I asked, “When should you freely share your opinion, even if it isn’t well-received?” All three of my kids at the table had good answers. When a friend is being a little too crazy on the trampoline or if you know something that could help someone, like telling them they are going the wrong way to the airport, etc.
We quickly boiled it down to a litmus test: if your opinion can prevent unwanted harm or facilitate something good, share it and don’t be shy. People who don’t have the guts to say what they think, especially when it can help someone or prevent something bad from happening, usually live quiet lives of despair.
“You’ll never get what you deserve in life if you keep all your thoughts and opinions to yourself,” I said, “Plus the conversations are a lot more interesting and you’ll probably learn something about the other person that can help you both in the future.”

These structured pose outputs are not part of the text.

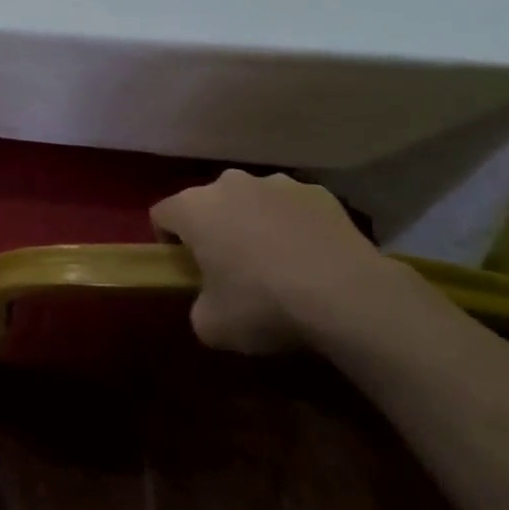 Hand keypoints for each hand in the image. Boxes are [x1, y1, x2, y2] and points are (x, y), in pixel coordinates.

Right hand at [150, 171, 392, 353]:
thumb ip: (198, 306)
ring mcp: (277, 183)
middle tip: (231, 268)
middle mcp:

I share this story because you own a business and you have a handful or even scores of employees who are afraid to share their opinions with you. The smartest and most-successful amongst us are really good at helping our employees be tactful, yet we do not surround ourselves with sycophants. Brené Brown calls it “getting comfortable having uncomfortable conversations.”
I had private clients in a few weekends ago who are very smart and capable, growing quickly and experiencing the challenges and complexities that come with growth. One of the challenges is stepping aside and letting someone else take the reins on projects and responsibilities inside the practice.
In determining who will step up to the plate and be their team leader, the only question I had for one potential inside hire was whether or not she could be blunt and honest yet tactful with you if someone needed to be fired. Their immediate answer was, “Absolutely not.”
“So, she’s not a leader,” I said. Keep looking and make sure you put people in positions of responsibility who are comfortable having uncomfortable conversations, who are not sycophantic in their approach with you, and yet, can still be tactful with subordinates.
My parents and grandparents taught me this skill when I was a child. I’m now teaching it to my kids. Never assume your employees and team leaders had this taught to them at a young age. Odds are, they didn’t and you must insist that you are surrounded by tactful leaders willing to share their opinions.